The Readiness-to-Change Questionnaire Treatment Version (RTCQ-TV) is a 12-item measure of patients' stated intentions to change their drinking, which includes the following sub-scales: (1) pre-contemplation, (2) contemplation, and (3) action stages. Four items pertain to each sub-scale, and each item is rated on a 5-point Likert Scale ranging from strongly agree (−2) to strongly disagree (+2). The total score can range from −24 to +24 (61, 75).
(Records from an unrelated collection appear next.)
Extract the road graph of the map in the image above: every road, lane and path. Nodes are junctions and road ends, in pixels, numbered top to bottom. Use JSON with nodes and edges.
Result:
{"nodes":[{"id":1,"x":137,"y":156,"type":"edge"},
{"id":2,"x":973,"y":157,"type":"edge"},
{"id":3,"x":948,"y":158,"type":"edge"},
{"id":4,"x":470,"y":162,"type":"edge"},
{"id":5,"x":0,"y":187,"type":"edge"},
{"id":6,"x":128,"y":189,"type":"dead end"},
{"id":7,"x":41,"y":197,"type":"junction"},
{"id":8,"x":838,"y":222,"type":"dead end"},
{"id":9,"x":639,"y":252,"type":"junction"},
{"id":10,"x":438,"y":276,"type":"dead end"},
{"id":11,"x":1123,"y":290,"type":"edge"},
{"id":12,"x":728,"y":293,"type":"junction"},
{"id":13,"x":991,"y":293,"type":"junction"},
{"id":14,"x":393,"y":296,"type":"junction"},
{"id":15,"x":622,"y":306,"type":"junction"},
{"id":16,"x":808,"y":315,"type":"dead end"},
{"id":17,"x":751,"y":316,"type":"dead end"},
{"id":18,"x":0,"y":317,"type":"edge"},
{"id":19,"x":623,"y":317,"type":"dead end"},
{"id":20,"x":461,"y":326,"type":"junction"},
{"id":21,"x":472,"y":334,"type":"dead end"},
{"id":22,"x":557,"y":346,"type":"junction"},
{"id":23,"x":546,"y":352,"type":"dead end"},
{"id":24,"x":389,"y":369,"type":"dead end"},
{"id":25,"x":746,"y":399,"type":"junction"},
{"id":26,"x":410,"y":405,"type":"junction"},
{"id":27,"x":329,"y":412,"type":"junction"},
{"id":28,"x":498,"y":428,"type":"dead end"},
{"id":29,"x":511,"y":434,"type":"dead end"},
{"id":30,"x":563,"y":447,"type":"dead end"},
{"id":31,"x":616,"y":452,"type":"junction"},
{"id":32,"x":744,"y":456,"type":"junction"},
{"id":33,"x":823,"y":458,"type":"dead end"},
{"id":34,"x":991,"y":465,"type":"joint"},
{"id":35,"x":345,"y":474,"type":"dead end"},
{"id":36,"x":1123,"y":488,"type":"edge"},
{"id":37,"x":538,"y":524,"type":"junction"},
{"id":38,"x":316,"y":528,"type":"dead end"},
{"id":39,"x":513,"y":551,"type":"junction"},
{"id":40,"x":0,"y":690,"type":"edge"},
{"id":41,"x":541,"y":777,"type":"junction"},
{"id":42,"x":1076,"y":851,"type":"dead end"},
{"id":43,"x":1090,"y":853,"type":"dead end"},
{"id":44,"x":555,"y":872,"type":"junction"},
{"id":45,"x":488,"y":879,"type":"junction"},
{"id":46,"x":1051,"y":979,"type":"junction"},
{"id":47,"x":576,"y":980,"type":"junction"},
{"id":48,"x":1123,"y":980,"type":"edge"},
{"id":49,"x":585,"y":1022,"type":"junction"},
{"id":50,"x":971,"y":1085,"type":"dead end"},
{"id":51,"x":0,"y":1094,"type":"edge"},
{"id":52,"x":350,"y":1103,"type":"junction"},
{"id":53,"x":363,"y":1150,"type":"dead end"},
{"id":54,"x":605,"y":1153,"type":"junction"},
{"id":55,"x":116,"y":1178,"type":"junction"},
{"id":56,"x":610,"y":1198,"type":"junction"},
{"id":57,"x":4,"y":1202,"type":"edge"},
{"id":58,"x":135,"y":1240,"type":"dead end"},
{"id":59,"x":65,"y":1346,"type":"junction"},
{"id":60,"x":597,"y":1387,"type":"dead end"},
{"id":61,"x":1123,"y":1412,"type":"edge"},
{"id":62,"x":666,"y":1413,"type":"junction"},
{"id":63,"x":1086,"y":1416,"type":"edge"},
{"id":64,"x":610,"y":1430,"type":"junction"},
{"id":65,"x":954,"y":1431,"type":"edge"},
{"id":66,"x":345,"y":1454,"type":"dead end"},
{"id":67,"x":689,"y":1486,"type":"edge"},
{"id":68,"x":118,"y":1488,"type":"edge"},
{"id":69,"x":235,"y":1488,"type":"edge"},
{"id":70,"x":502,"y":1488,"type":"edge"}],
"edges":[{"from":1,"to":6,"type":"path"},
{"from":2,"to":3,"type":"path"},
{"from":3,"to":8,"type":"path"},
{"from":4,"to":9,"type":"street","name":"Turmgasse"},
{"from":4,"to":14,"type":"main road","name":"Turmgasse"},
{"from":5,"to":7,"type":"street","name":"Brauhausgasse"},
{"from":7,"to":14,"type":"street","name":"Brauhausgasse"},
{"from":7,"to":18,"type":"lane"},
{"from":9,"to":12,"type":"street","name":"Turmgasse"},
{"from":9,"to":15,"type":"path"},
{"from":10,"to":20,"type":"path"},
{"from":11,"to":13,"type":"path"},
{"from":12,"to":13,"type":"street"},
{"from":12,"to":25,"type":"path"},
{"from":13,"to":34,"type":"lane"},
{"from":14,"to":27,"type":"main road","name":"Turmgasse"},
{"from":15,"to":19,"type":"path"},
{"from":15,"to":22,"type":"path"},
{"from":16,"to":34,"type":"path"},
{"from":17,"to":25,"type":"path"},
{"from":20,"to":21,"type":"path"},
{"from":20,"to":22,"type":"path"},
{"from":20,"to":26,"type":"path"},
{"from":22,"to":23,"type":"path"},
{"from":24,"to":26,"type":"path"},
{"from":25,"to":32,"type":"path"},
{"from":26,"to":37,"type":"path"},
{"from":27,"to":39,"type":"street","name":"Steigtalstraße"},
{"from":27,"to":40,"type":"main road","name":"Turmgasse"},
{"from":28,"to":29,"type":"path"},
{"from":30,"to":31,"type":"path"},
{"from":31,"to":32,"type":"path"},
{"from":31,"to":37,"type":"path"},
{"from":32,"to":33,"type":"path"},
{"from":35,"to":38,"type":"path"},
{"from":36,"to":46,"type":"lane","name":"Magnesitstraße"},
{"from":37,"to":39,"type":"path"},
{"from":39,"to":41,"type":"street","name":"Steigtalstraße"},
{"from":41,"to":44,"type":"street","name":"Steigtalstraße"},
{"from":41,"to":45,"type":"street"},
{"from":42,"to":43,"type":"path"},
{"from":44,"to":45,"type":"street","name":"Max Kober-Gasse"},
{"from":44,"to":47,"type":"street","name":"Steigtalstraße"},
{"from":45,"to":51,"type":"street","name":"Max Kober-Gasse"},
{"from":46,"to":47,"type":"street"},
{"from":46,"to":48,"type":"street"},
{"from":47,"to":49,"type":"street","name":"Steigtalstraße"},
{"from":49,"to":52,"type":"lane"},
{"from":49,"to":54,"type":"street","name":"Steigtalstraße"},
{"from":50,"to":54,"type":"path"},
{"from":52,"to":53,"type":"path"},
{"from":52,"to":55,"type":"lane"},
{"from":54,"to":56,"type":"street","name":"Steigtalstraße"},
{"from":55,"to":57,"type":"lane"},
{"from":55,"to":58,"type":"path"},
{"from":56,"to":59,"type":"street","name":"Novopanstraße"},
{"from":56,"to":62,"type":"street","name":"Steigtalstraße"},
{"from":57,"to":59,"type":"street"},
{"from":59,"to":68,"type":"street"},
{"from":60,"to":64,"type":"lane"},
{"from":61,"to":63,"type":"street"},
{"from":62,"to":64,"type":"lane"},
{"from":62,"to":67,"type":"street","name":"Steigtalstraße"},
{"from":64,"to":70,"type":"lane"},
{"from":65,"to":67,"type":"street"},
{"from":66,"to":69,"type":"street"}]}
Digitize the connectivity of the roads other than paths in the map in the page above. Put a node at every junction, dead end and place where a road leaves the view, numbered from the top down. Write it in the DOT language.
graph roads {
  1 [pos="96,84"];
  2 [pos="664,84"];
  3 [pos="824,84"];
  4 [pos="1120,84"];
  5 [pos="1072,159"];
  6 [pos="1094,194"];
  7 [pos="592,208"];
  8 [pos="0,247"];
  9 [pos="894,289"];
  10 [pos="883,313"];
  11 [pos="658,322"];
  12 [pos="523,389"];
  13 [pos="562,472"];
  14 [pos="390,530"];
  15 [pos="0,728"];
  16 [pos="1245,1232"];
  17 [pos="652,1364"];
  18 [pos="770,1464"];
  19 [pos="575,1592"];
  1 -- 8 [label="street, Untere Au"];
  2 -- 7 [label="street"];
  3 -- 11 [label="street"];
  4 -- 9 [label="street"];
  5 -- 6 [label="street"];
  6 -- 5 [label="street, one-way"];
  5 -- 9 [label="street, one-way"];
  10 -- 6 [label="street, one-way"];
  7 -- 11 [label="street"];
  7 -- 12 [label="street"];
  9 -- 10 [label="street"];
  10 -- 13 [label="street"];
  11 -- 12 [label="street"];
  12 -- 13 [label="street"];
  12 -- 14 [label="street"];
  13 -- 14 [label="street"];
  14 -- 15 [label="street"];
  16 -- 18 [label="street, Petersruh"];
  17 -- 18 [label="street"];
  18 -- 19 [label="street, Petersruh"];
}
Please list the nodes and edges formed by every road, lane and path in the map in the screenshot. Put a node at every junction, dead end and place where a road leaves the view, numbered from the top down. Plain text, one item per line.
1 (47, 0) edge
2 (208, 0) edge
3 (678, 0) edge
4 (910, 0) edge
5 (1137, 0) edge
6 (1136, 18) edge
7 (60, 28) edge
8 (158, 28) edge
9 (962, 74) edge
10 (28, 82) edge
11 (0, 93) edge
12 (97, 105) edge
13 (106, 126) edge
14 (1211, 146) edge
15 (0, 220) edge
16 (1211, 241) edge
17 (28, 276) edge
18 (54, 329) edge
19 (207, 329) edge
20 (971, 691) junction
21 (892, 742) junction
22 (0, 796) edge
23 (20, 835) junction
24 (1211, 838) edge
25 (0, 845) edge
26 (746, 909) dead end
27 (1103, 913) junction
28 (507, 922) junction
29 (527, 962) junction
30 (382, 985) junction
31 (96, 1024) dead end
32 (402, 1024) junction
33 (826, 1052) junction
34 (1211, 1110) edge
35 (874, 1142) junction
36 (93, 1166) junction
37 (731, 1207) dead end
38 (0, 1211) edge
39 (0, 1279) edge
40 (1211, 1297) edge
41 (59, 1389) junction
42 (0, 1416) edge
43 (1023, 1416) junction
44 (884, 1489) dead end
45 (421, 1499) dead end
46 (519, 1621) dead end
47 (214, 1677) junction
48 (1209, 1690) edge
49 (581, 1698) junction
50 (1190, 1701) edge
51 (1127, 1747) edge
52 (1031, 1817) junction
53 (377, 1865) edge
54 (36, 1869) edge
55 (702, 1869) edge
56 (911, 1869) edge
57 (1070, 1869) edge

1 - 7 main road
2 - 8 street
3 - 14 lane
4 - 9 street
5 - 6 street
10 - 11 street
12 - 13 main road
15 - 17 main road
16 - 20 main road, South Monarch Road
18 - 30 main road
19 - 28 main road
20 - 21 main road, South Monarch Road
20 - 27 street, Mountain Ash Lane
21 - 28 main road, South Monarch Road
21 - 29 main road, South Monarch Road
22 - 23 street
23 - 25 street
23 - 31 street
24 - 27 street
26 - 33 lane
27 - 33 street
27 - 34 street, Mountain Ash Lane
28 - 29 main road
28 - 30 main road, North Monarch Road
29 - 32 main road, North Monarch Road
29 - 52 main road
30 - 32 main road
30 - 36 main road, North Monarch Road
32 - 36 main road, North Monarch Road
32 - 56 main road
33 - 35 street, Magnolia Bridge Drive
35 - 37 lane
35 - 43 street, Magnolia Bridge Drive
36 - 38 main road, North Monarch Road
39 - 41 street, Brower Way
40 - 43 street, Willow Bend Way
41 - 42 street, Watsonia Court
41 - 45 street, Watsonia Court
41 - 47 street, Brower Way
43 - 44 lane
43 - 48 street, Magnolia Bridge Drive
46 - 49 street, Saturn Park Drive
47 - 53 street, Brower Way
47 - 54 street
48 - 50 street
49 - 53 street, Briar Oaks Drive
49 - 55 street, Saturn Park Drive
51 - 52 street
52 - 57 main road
The Positive and Negative Affect Schedule (PANAS) is a 20-item measure of the patient's affective states, which includes two sub-scales: (1) positive affect and (2) negative affect. Ten items pertain to each sub-scale, and each item is rated on a 5-point scale ranging from 1 (not at all) to 5 (very much). The total score can range from 20 to 100 (62).

Statistical Analysis

The intent-to-treat principle will be followed in the analyses to evaluate the intervention. A repeated-measures MANOVA with groups as the between-participants factor and assessment time-point as the within-participants factor will be used to test the efficacy of the intervention across the assessment points. Efficacy would be indicated by a significant Time X Study Group interaction. Each of the significant interactions will be followed up with post-hoc tests to identify the source of the interaction. Potential demographic covariates (e.g., age, education, income) will also be considered by using MANCOVA. Further, attrition rate at each follow-up time point will be evaluated. Baseline characteristics of participants who remain in the study will be compared with those who have been lost to follow-up. A multiple imputation (MI) approach that adjusts for uncertainty arising from missing data (76, 77) will also be conducted to evaluate the main findings.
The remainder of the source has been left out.